So what IS the correct answer to "Do these pants make my butt look big?"

“No, It’s the doughnuts that do that”

<grab at chest>
<slump to ground>
<feeble voice>
Call 911…
<lose conciousness>

Never mind.

The correct answer to that question is ALWAYS “no.” I don’t care if you are waiting for the Fire Department to come with torches to cut away the dressing booth because her fat ass can’t fit through it.

These aren’t the pants you’re looking for.

I would like to state for the record that I have never asked Suburban Plankton if any pants made my butt look big. Nor have I asked, “Does this make me look fat?”

Do women really ask their SO’s these questions? If they do, I’m guessing those types of women only want to hear, “No dear, they make you look perfect.”

I could live to be a thousand and never understand why if the answer was genuinely ‘yes’ that would be a bad thing. The bigger that part of a woman is the better as far as I’m concerned.

And it might sound a little cold, but if a girl I was with ever seriously asked me that question and got mad at however I answered I’d feel pretty bad for her. This question’s always felt to me like a kind of cliche thing where the girl isn’t really offended or upset, she just thinks that she should be. Similar to being in a store with your girl and you’re checking out another girl for a couple seconds, and she gets jealous. It’s never felt genuine to me, and I’ve always just thought ‘I doubt you really give a shit, I’m sure you’re just acting jealous because you think you’re supposed to be’. And I’m not picking on girls, it would work the same in reverse if it was her checking out another guy.

From my learning, women are EXTREMELY sensitive about their weight. I don’t care if a woman weighs 100 pounds soaking wet. If she goes up to 105, she feels like an elephant. So the question is not one designed to elicit an honest response, but one to help ease her insecurity about her weight. She wants you to say “no”. She is not asking for a GQ answer.

But I’m heterosexual!

“it is smaller than it used to be”

“Oh yeah they do! Why do you think I’ve got my coat in my lap right now??”

Or…

-XT

Assuming that the garment in question genuinely looks less than flattering on her, I think I would answer something like “I think that other pair of pants looks better on you”. Or possibly “That garment really doesn’t do you justice”. Which answers the question honestly, if that’s what is desired, and also serves as a compliment, if that’s what’s desired.

Granted, I’m sure there are still women out there who would find offense at either of those answers.
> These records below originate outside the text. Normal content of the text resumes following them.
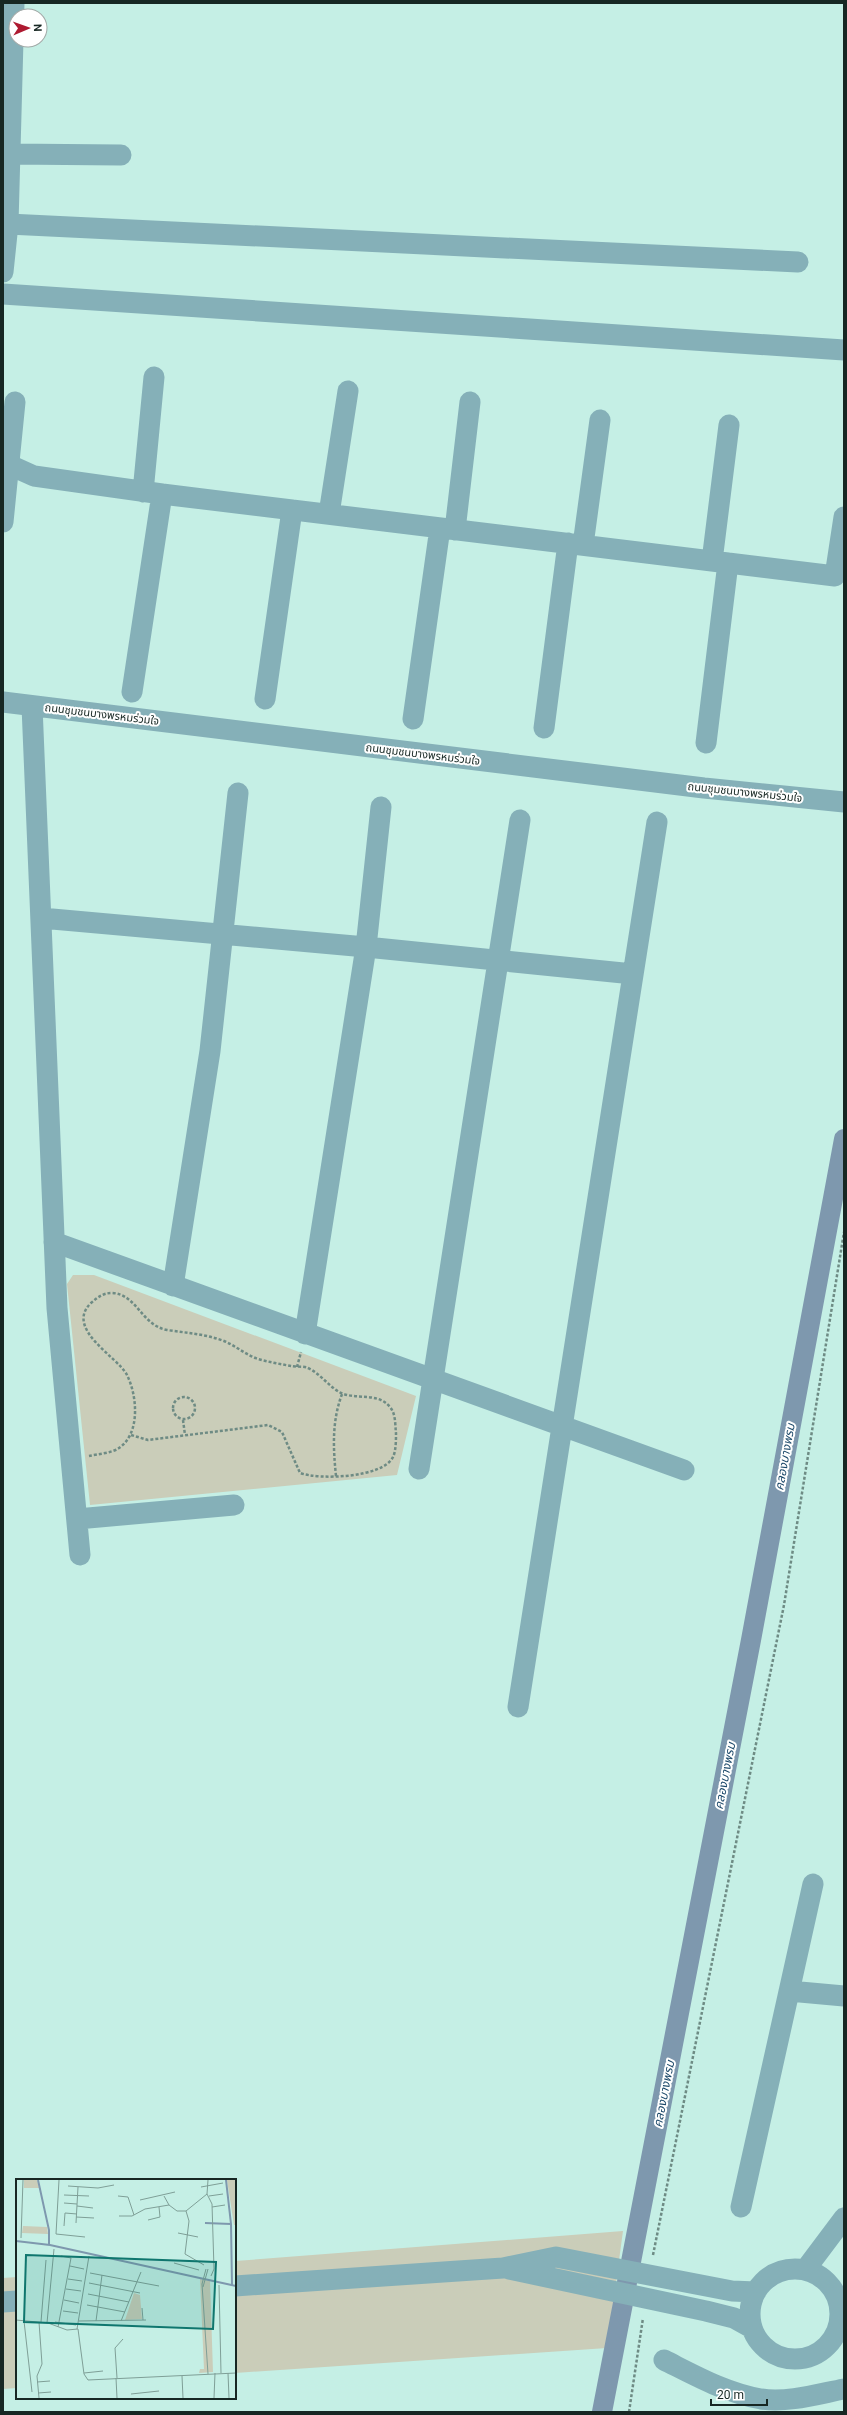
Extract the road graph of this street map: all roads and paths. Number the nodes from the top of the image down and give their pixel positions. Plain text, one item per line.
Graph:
1 (14, 3) edge
2 (3, 4) edge
3 (121, 155) dead end
4 (7, 176) edge
5 (8, 224) junction
6 (798, 262) dead end
7 (3, 272) edge
8 (3, 294) edge
9 (844, 350) edge
10 (154, 377) dead end
11 (348, 391) dead end
12 (15, 402) dead end
13 (470, 402) dead end
14 (600, 420) dead end
15 (729, 425) dead end
16 (6, 463) edge
17 (153, 493) junction
18 (292, 510) junction
19 (329, 514) junction
20 (844, 517) edge
21 (3, 522) edge
22 (448, 529) junction
23 (575, 544) junction
24 (720, 562) junction
25 (132, 692) dead end
26 (265, 699) dead end
27 (3, 702) edge
28 (32, 706) junction
29 (413, 719) dead end
30 (544, 728) dead end
31 (706, 743) dead end
32 (238, 793) dead end
33 (844, 802) edge
34 (382, 807) dead end
35 (520, 820) dead end
36 (657, 822) dead end
37 (41, 918) junction
38 (222, 934) junction
39 (366, 947) junction
40 (498, 960) junction
41 (633, 974) junction
42 (844, 1232) edge
43 (54, 1242) junction
44 (173, 1286) junction
45 (305, 1334) junction
46 (432, 1379) junction
47 (342, 1394) junction
48 (183, 1420) junction
49 (562, 1426) junction
50 (131, 1434) junction
51 (185, 1435) junction
52 (71, 1458) junction
53 (418, 1469) dead end
54 (684, 1470) dead end
55 (336, 1476) junction
56 (234, 1505) dead end
57 (77, 1519) junction
58 (80, 1555) dead end
59 (518, 1707) dead end
60 (813, 1884) dead end
61 (789, 1991) junction
62 (844, 1996) edge
63 (741, 2207) dead end
64 (844, 2218) edge
65 (652, 2262) dead end
66 (503, 2268) junction
67 (805, 2270) junction
68 (236, 2286) edge
69 (756, 2292) junction
70 (16, 2301) edge
71 (3, 2302) edge
72 (644, 2314) dead end
73 (752, 2328) junction
74 (664, 2360) dead end
75 (844, 2389) edge
76 (629, 2412) edge

1 - 2 street
1 - 4 street
3 - 4 street
4 - 5 street
5 - 6 street
5 - 7 street
8 - 9 street
10 - 17 street
11 - 19 street
12 - 16 street
13 - 22 street
14 - 23 street
15 - 24 street
16 - 17 street
16 - 21 street
17 - 18 street
17 - 25 street
18 - 19 street
18 - 26 street
19 - 22 street
20 - 24 street
22 - 23 street
22 - 29 street
23 - 24 street
23 - 30 street
24 - 31 street
27 - 28 street, ถนนชุมชนบางพรหมร่วมใจ
28 - 33 street, ถนนชุมชนบางพรหมร่วมใจ
28 - 37 street
32 - 38 street
34 - 39 street
35 - 40 street
36 - 41 street
37 - 38 street
37 - 43 street
38 - 39 street
38 - 44 street
39 - 40 street
39 - 45 street
40 - 41 street
40 - 46 street
41 - 49 street
42 - 65 path
43 - 44 street
43 - 52 street
44 - 45 street
45 - 46 street
46 - 49 street
46 - 53 street
47 - 50 path
47 - 55 path
47 - 55 path
48 - 48 path
48 - 51 path
49 - 54 street
49 - 59 street
50 - 51 path
50 - 52 path
51 - 55 path
52 - 57 street
56 - 57 street
57 - 58 street
60 - 61 street
61 - 62 street
61 - 63 street
64 - 67 street
66 - 68 street
66 - 69 street
66 - 73 street
67 - 69 street
67 - 73 street
69 - 73 street
70 - 71 street
72 - 76 path
74 - 75 street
But such a woman would be one I would not be interested in pursuing a relationship with, anyway, so it works out.

The only answer is to find a better girlfriend.
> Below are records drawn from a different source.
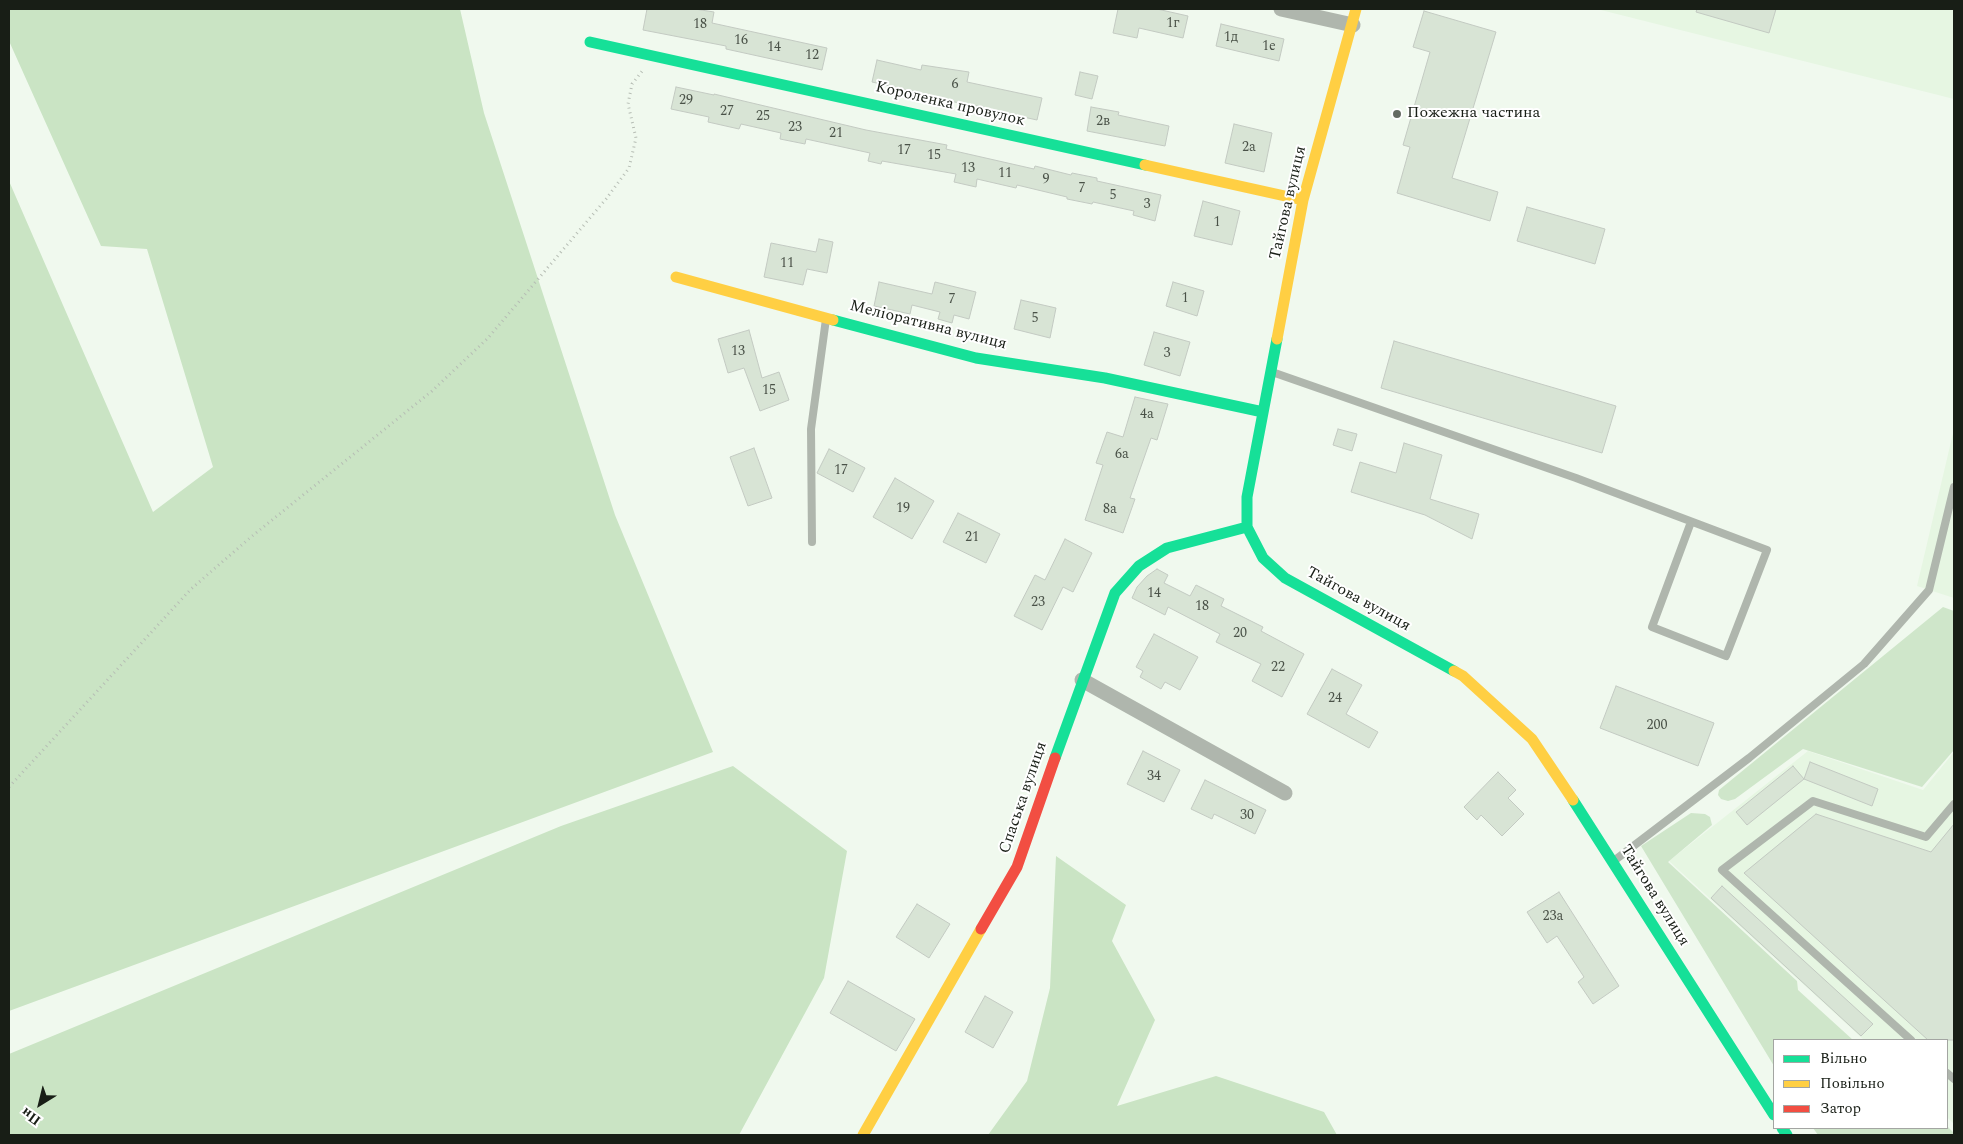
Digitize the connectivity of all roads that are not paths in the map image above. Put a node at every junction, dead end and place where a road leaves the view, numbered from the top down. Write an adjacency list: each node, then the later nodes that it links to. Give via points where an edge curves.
1 (1281, 9): 3 (street)
2 (1356, 9): 3 (street, Тайгова вулиця)
3 (1353, 25): 5 (street, Тайгова вулиця)
4 (590, 42): 5 (street, Короленка провулок)
5 (1303, 200): 8 (street, Тайгова вулиця)
6 (676, 277): 7 (street, Меліоративна вулиця)
7 (826, 317): 9 (street, Меліоративна вулиця, via 976,358 1105,378); 13 (lane, via 811,429)
8 (1270, 372): 9 (street, Тайгова вулиця); 11 (lane, via 1576,478)
9 (1262, 412): 12 (street, Тайгова вулиця, via 1247,497)
10 (1954, 487): 17 (lane, via 1930,590 1864,664 1749,758)
11 (1692, 522): 11 (lane, via 1768,550 1726,656 1652,627)
12 (1247, 527): 14 (street, Спаська вулиця, via 1167,548 1139,566 1115,593); 17 (street, Тайгова вулиця, via 1263,558 1286,578 1463,676 1532,739)
13 (812, 542)
14 (1082, 680): 15 (street); 20 (street, Спаська вулиця, via 1017,867)
15 (1285, 793)
16 (1954, 804): 18 (lane, via 1926,837 1813,800 1722,870)
17 (1613, 861): 19 (street, Тайгова вулиця)
18 (1910, 1039)
19 (1773, 1113)
20 (863, 1135)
There is only one possible response.

There was a comedian in the early 90’s or so that said he’d tried many answers to the question, “Do I look fat in this?” So far, the worst answer he found was:
“Not as fat as your mother.”

If I like the pants:

“No, they are very flattering!”

If I don’t like the pants:

“What top will you wear with them?” Then, no matter what she says:

“No, that wouldn’t be as good. You need a longer pant leg.”

Disclaimer: I don’t actually know anything about cuts or fits or anything else, but I can fake it convincingly to be distracting.

*If I don’t care about the pants:
*
“No, not particularly. Do you like them?”

If I am tired of following her around carrying her purse:

“I don’t know. I will at the bookstore when you’re done.”

Regards,
Shodan

Why do they ask ‘does this make my butt look big’? You should ask ‘does this make my butt look nice’? A bigger but can be nicer looking than a smaller one.

See above post. Unless women look like a Nazi concentration camp survivor, they feel fat and worthless.

There are two answers.

If you are a man, the unstated question is: am I still desirable/loved by you?

As long as women are judged as worthy of being permitted to draw breath based on their desirability, often translated as thinness, the above will apply. Any time you want to get over your self-congratulatory complacent misunderstanding of this, you go ahead.

'Hell yeah" is a fine answer.

If you are a woman, the answer is, “I think you could do better.”

“Why are you even asking? Don’t we love each other unconditionally?”